→ Problem to work on: The entries below must be returned exactly as they stand.

→ Data for this exercise:
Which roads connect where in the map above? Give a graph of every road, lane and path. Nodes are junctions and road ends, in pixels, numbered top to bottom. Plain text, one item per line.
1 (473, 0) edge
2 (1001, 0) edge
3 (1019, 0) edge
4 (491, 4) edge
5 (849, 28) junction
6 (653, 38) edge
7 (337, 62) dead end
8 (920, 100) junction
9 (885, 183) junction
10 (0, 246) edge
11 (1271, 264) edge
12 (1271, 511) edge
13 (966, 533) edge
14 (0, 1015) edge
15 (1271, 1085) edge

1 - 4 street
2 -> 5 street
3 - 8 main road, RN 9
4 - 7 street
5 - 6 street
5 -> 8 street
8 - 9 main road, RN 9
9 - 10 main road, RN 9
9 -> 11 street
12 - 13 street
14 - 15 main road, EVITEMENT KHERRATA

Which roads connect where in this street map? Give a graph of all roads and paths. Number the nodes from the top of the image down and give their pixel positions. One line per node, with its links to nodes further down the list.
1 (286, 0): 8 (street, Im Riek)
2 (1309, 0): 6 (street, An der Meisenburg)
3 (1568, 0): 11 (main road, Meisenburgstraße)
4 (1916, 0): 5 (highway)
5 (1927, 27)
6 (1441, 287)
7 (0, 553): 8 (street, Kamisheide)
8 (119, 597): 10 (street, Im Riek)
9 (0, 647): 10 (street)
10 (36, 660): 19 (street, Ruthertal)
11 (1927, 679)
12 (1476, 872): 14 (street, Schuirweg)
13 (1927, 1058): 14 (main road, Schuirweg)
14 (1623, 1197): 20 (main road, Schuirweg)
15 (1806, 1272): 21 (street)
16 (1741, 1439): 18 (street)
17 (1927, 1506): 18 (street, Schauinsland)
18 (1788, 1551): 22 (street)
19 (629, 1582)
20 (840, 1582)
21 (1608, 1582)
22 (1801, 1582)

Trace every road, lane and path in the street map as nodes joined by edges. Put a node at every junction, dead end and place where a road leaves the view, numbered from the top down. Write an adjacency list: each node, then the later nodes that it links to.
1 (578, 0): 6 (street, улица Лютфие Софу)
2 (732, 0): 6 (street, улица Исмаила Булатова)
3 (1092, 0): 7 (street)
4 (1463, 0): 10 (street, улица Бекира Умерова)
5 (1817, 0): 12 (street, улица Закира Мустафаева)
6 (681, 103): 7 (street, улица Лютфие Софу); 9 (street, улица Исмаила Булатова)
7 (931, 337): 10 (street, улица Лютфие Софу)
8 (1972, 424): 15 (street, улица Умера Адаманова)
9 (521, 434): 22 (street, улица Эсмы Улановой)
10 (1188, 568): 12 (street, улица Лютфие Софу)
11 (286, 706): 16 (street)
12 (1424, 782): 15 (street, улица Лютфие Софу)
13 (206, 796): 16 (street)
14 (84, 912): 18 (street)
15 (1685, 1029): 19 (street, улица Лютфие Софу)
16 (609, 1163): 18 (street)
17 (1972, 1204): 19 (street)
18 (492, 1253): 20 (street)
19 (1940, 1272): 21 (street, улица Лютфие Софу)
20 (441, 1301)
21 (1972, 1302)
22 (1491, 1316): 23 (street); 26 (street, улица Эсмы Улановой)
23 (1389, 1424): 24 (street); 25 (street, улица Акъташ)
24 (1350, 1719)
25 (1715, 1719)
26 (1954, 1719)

→ Output for this task:
Which roads connect where in the map above? Give a graph of every road, lane and path. Nodes are junctions and road ends, in pixels, numbered top to bottom. Plain text, one item per line.
1 (473, 0) edge
2 (1001, 0) edge
3 (1019, 0) edge
4 (491, 4) edge
5 (849, 28) junction
6 (653, 38) edge
7 (337, 62) dead end
8 (920, 100) junction
9 (885, 183) junction
10 (0, 246) edge
11 (1271, 264) edge
12 (1271, 511) edge
13 (966, 533) edge
14 (0, 1015) edge
15 (1271, 1085) edge

1 - 4 street
2 -> 5 street
3 - 8 main road, RN 9
4 - 7 street
5 - 6 street
5 -> 8 street
8 - 9 main road, RN 9
9 - 10 main road, RN 9
9 -> 11 street
12 - 13 street
14 - 15 main road, EVITEMENT KHERRATA

Which roads connect where in this street map? Give a graph of all roads and paths. Number the nodes from the top of the image down and give their pixel positions. One line per node, with its links to nodes further down the list.
1 (286, 0): 8 (street, Im Riek)
2 (1309, 0): 6 (street, An der Meisenburg)
3 (1568, 0): 11 (main road, Meisenburgstraße)
4 (1916, 0): 5 (highway)
5 (1927, 27)
6 (1441, 287)
7 (0, 553): 8 (street, Kamisheide)
8 (119, 597): 10 (street, Im Riek)
9 (0, 647): 10 (street)
10 (36, 660): 19 (street, Ruthertal)
11 (1927, 679)
12 (1476, 872): 14 (street, Schuirweg)
13 (1927, 1058): 14 (main road, Schuirweg)
14 (1623, 1197): 20 (main road, Schuirweg)
15 (1806, 1272): 21 (street)
16 (1741, 1439): 18 (street)
17 (1927, 1506): 18 (street, Schauinsland)
18 (1788, 1551): 22 (street)
19 (629, 1582)
20 (840, 1582)
21 (1608, 1582)
22 (1801, 1582)

Trace every road, lane and path in the street map as nodes joined by edges. Put a node at every junction, dead end and place where a road leaves the view, numbered from the top down. Write an adjacency list: each node, then the later nodes that it links to.
1 (578, 0): 6 (street, улица Лютфие Софу)
2 (732, 0): 6 (street, улица Исмаила Булатова)
3 (1092, 0): 7 (street)
4 (1463, 0): 10 (street, улица Бекира Умерова)
5 (1817, 0): 12 (street, улица Закира Мустафаева)
6 (681, 103): 7 (street, улица Лютфие Софу); 9 (street, улица Исмаила Булатова)
7 (931, 337): 10 (street, улица Лютфие Софу)
8 (1972, 424): 15 (street, улица Умера Адаманова)
9 (521, 434): 22 (street, улица Эсмы Улановой)
10 (1188, 568): 12 (street, улица Лютфие Софу)
11 (286, 706): 16 (street)
12 (1424, 782): 15 (street, улица Лютфие Софу)
13 (206, 796): 16 (street)
14 (84, 912): 18 (street)
15 (1685, 1029): 19 (street, улица Лютфие Софу)
16 (609, 1163): 18 (street)
17 (1972, 1204): 19 (street)
18 (492, 1253): 20 (street)
19 (1940, 1272): 21 (street, улица Лютфие Софу)
20 (441, 1301)
21 (1972, 1302)
22 (1491, 1316): 23 (street); 26 (street, улица Эсмы Улановой)
23 (1389, 1424): 24 (street); 25 (street, улица Акъташ)
24 (1350, 1719)
25 (1715, 1719)
26 (1954, 1719)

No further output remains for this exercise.